Monday, January 11, 2010
Love Question Mark
I recently watched the movie Paper Heart, a mockumentary about love, centered around a girl who's not sure if she believes in love and is even capable of falling in love. (Rent it immediately. It's adorable.) And it got me thinking about the idea of love in general.
Interesting fact I'd never really thought about before: since love is a chemical reaction that occurs in your brain, it is technically possible for someone to be lacking the chemicals necessary for this process. Therefore, it is entirely likely that a person could be physically incapable of love.
(Thus, to all those guys who have been using that as an excuse to get out of a relationship, now at least you have some scientific research to back that shit up!)
For most of my adult life, I have been opposed to the idea of people getting married too young (by young I mean before or during your early twenties) for all the logical reasons: high divorce rate, being too young to know what you want in life, lack of real-life experience, the necessity to date around to know what qualities you need in a spouse, etc, etc.
I am, however, now questioning my previous judgements on the matter.
My cousin, who just turned 21, looks like he is on the verge of proposing to his girlfriend of over three years even though they're only seniors in college, and a bunch of voices (including his parents') have chimed in that they're too young to get married. Although I understand their reservations and the rational part of me agrees that they should wait a few years before they get hitched, I am actually, for the most part, very supportive of the idea.
This particular cousin used to be somewhat of a nightmare, the black sheep of the family (which worked out well for me, because my exploits paled in comparison), the one who got arrested in the middle of the night during high school and had to wake his parents up to bail him out of jail. He was also, and I say this with love, somewhat of a jerkface, which is why we weren't particularly close growing up.
Since he started dating his girlfriend, though, he's a completely different person. He's nice, thoughtful, a hard worker, and actually fun to be around. And seeing him around her was bizarre experience at first. He's attentive and protective, constantly checking to make sure that she's ok. I'd never seen him like that before. If this is the person that he is when he's with her, I see nothing wrong with committing to be like that for the rest of his life.
After all, if you love someone and you're 100% sure that they're the right one for you, there's no real reason to wait to get married. A few of my friends have parents that were high school sweethearts and are still happily married today, thirty years later.
There's something to be said for young love. One of the couples that was interviewed in Paper Heart met when they were only 14 and got engaged their junior year of high school. They said of their early marriage:
"I think the young love can sometimes be the most important. I know that many people now are waiting until later to get married, but I think you lose something. We could've chose not to marry before he went to college, but waiting five years would have lost much of the magnetism that we had for each other."

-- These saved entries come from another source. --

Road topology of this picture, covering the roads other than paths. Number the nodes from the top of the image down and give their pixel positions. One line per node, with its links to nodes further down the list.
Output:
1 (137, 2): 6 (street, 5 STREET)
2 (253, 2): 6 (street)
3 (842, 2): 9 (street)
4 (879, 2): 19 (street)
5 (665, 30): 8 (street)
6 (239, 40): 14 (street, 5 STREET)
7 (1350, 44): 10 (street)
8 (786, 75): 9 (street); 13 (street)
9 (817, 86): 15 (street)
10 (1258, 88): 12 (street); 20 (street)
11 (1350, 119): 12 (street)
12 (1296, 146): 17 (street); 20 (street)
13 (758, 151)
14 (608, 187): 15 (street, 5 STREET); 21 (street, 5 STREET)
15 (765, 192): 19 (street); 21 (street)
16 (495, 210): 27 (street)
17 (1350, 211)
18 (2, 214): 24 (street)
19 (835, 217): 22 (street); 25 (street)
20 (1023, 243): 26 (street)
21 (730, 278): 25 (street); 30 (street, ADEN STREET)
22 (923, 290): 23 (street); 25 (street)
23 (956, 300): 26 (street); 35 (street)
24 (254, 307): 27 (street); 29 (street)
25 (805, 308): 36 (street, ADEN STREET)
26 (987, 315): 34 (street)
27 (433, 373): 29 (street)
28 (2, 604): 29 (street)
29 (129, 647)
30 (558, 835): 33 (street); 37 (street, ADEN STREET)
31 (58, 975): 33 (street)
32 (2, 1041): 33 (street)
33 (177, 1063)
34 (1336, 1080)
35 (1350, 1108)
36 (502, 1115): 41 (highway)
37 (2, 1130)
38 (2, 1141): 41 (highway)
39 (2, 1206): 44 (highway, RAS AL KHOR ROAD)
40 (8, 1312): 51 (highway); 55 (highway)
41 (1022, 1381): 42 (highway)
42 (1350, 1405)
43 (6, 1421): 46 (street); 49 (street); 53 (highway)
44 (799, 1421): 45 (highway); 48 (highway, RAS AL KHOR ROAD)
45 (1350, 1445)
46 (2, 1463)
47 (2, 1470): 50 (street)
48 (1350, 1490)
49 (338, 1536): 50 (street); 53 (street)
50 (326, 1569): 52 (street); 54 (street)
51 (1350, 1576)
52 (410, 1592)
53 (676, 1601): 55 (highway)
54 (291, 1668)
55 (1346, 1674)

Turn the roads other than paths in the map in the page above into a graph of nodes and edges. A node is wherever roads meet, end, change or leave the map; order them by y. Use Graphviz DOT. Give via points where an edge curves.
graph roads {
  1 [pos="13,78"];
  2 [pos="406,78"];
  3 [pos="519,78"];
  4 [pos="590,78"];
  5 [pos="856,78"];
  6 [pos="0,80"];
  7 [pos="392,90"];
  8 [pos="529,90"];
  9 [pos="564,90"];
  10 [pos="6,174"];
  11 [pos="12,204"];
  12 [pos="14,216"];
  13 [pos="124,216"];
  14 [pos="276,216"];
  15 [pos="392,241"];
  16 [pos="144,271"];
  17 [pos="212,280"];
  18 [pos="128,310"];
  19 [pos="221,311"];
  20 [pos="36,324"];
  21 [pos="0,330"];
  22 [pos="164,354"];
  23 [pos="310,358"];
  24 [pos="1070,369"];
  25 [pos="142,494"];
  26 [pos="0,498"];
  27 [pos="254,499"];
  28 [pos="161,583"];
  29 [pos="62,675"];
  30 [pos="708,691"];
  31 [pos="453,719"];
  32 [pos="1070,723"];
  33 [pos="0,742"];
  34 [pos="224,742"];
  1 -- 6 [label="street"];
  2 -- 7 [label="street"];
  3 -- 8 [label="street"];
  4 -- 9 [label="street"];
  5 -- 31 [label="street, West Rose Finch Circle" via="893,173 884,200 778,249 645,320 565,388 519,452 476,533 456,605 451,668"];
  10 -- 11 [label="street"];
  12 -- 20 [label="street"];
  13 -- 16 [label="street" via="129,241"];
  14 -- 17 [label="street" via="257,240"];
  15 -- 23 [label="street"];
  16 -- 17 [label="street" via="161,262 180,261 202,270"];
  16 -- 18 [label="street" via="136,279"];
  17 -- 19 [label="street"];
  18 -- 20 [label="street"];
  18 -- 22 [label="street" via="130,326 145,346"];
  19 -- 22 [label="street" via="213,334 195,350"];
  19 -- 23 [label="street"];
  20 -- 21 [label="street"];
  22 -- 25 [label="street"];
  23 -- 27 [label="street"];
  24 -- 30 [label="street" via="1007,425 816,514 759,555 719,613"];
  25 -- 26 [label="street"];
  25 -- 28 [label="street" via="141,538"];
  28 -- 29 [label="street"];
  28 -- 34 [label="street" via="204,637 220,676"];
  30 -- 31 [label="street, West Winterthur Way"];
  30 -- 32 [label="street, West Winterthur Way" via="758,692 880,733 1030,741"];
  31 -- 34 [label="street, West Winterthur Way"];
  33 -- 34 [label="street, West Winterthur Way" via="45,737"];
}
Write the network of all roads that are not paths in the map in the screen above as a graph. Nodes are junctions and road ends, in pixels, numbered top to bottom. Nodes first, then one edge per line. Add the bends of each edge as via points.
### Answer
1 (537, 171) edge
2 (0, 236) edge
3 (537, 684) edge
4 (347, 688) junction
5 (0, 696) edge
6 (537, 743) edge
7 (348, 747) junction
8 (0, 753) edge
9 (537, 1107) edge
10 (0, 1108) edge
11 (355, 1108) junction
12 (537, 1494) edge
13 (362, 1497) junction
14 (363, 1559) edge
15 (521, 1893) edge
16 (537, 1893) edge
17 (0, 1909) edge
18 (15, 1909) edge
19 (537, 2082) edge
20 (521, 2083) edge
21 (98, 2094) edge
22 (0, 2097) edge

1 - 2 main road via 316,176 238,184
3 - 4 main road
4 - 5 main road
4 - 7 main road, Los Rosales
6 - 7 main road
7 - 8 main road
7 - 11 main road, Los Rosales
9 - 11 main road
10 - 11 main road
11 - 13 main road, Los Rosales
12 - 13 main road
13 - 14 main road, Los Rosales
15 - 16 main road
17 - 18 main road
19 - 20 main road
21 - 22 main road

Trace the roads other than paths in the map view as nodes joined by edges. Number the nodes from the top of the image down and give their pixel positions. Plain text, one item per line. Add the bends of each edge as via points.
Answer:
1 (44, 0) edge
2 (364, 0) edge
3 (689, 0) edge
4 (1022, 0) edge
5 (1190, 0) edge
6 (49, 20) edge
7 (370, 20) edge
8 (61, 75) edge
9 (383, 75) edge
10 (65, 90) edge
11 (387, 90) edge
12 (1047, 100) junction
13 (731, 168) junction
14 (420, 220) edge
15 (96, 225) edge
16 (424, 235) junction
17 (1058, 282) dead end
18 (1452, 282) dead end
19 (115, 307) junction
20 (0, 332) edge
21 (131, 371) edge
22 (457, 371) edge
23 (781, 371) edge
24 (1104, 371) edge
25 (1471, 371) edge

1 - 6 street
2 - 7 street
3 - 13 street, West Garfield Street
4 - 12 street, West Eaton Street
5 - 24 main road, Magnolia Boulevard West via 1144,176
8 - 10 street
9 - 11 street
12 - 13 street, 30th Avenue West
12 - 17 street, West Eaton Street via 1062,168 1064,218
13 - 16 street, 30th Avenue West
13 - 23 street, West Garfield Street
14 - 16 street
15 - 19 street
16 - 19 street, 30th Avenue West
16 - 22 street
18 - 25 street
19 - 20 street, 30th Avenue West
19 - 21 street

Although I definitely don't condone teenage marriage or the (kind of creepy) idea of getting married at 17, there is a spark of truth to what they said.
My girlfriend S and I went to college together and actually dated two roommates for the majority of our college years. One day, we were discussing our college sweethearts and what had happened to them in the past five years. Both of the exes have gotten fatter since they exited our lives (not being smug, just stating the facts!) and (more relevantly) got engaged this past year.
So even though both S and I know that we are far better off without them in our lives now, we both agreed that there is a part of us that still misses them. And it's not the physical guys that we miss (after all, they did get fat); it's the feeling.
The feeling of being twenty years old in college when your life revolves around learning and having fun, when your entire life is ahead of you, when there aren't any real world worries to weigh you down yet, when there's just the magic of being in love for the first time in your life and believing wholeheartedly that it will work out and you will be together forever and ever.
I honestly don't think things would've worked out between me and the college boyfriend; there were too many long-term obstacles that would've resulted in us hating each other eventually. But, and I can say with the certainty of someone who has been in love since, I will never again feel the way I felt about him. There was something pure and magical about that first love that I will never be able to recapture.
And perhaps, that's the main reason that I am optimistic things will work out for my cousin. Watching them from across the room one night, I couldn't take my eyes off them. And after seeing him reach over to take her hand, I figured out why they made me happy and sad inside all at the same time.
I realized that's what love looks like. There’s something about the way love looks, about the way that people who are in love just glow and pulsate with their own energy, and it hit me all of a sudden that I will never look that way again and it simply knocked the breath right out of me.
At the end of the day, there's something to said for marrying before cynicism and being jaded settle in and you wind up a cranky adult (like me). There's something to be said for marrying your first love and making it work by holding onto that feeling.
So maybe I'm not as cynical and jaded as I originally thought, because I really believe it'll work out for them.